─── Information supplied

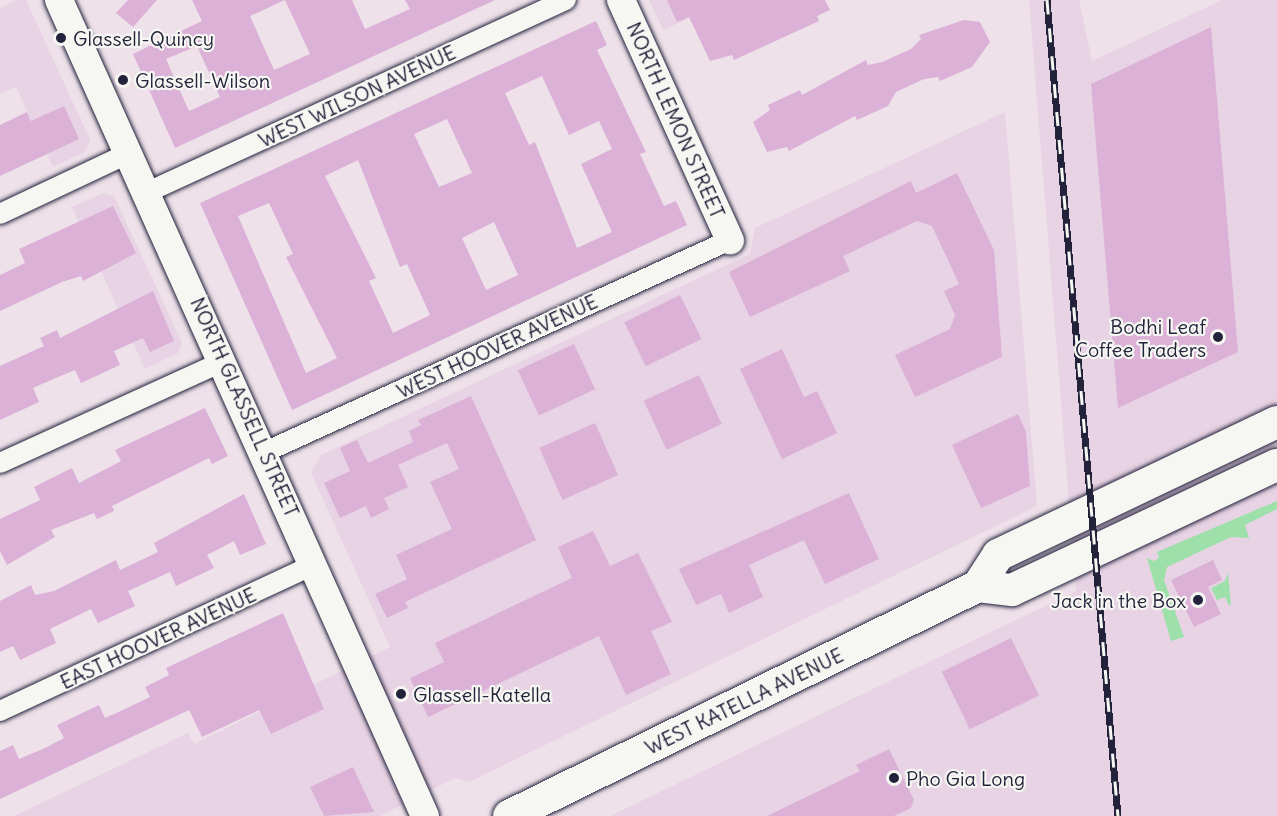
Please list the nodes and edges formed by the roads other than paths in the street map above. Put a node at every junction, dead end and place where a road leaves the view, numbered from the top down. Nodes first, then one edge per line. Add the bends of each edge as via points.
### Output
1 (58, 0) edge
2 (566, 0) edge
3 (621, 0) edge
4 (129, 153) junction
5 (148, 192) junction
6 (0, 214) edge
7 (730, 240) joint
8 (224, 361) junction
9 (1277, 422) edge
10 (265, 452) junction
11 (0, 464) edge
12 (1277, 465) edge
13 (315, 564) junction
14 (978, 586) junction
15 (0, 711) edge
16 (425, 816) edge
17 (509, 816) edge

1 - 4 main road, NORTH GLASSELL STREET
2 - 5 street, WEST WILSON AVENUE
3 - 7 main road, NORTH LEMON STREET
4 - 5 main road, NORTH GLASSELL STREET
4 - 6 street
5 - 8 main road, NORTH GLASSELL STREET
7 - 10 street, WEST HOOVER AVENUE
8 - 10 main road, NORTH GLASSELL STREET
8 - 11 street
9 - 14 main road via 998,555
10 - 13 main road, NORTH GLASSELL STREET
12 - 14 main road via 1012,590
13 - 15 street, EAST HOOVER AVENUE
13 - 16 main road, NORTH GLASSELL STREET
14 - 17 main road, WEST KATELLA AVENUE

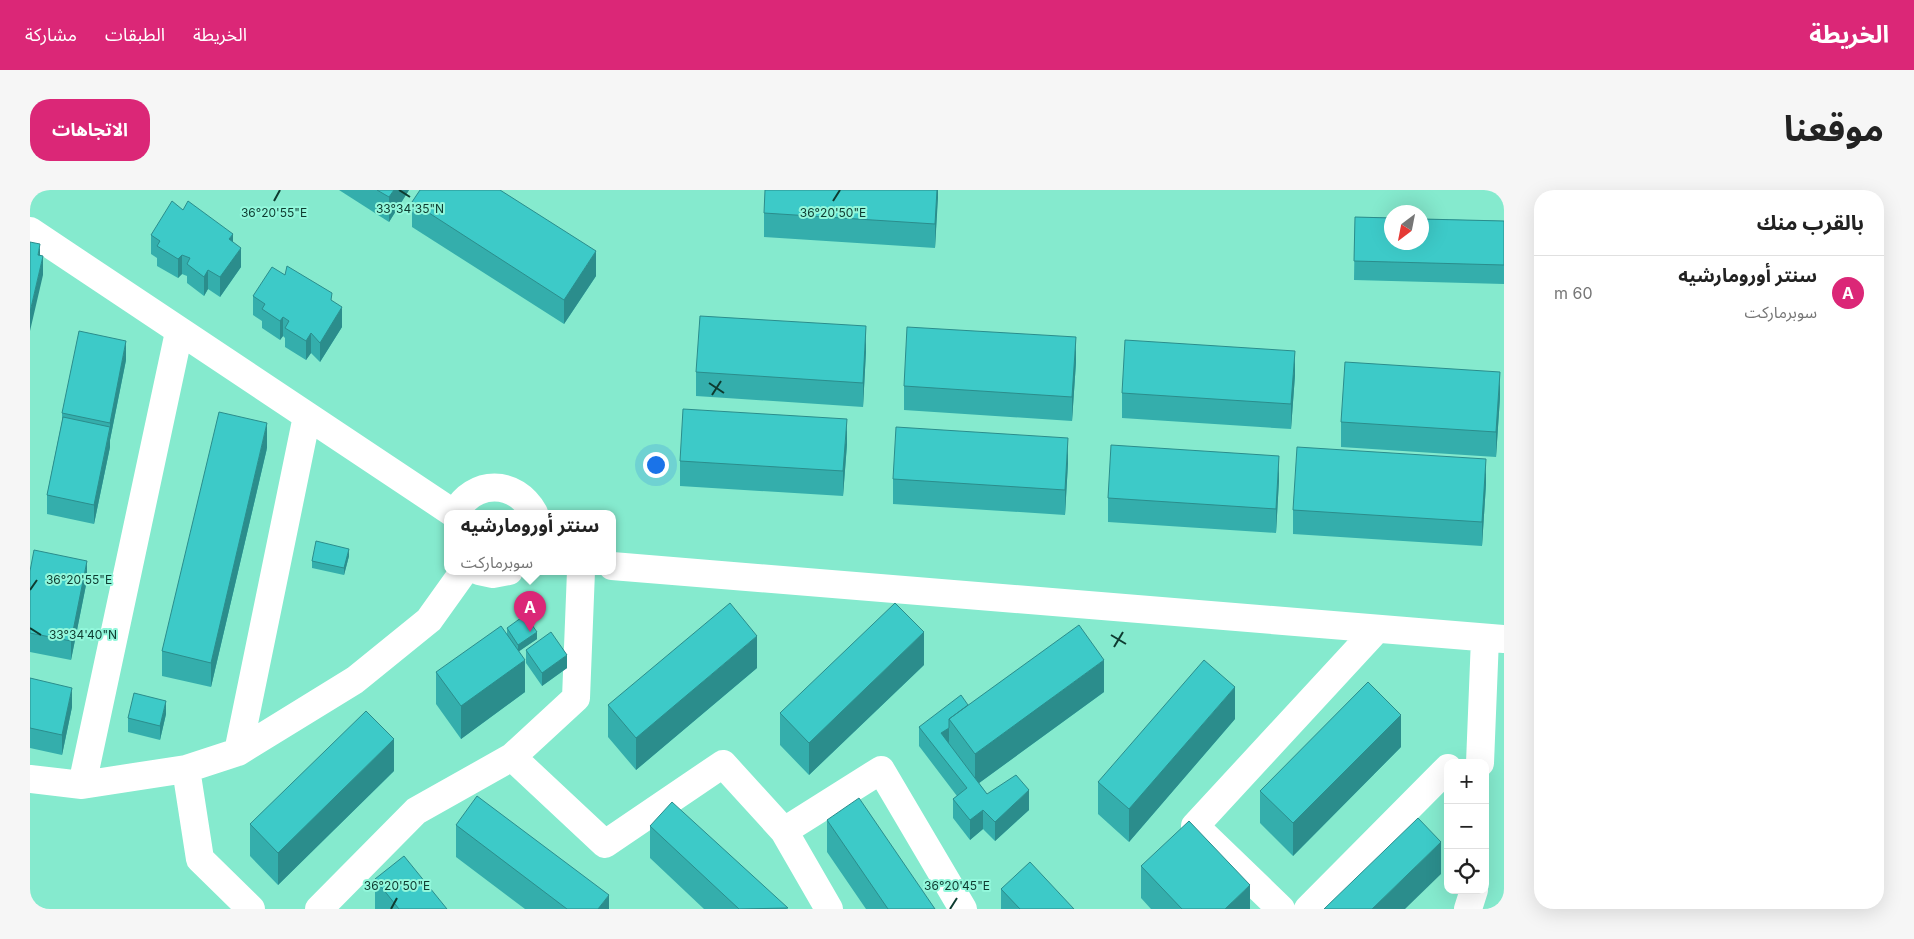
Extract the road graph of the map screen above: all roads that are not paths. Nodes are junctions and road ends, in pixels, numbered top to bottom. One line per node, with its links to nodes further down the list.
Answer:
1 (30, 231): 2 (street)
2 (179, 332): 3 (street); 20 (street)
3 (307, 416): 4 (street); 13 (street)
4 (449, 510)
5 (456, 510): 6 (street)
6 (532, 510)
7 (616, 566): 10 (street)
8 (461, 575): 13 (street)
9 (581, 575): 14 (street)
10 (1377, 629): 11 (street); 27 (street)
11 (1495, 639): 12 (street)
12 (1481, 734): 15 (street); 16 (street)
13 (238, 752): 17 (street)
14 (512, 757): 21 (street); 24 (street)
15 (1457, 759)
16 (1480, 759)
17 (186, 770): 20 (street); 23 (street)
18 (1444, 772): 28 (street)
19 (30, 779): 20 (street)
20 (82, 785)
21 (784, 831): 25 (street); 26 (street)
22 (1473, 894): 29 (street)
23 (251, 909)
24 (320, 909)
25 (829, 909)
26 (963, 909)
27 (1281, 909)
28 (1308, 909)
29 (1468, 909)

──────
─── Information supplied

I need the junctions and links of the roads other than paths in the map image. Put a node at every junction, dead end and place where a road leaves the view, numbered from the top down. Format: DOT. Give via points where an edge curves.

──────
─── Information supplied

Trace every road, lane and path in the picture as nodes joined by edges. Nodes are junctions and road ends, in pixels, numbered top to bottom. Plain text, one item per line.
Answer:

──────

Task requirements
What lines in the material above hold the word "bottom"? Pull them out.

Finished task
Extract the road graph of the map screen above: all roads that are not paths. Nodes are junctions and road ends, in pixels, numbered top to bottom. One line per node, with its links to nodes further down the list.
Trace every road, lane and path in the picture as nodes joined by edges. Nodes are junctions and road ends, in pixels, numbered top to bottom. Plain text, one item per line.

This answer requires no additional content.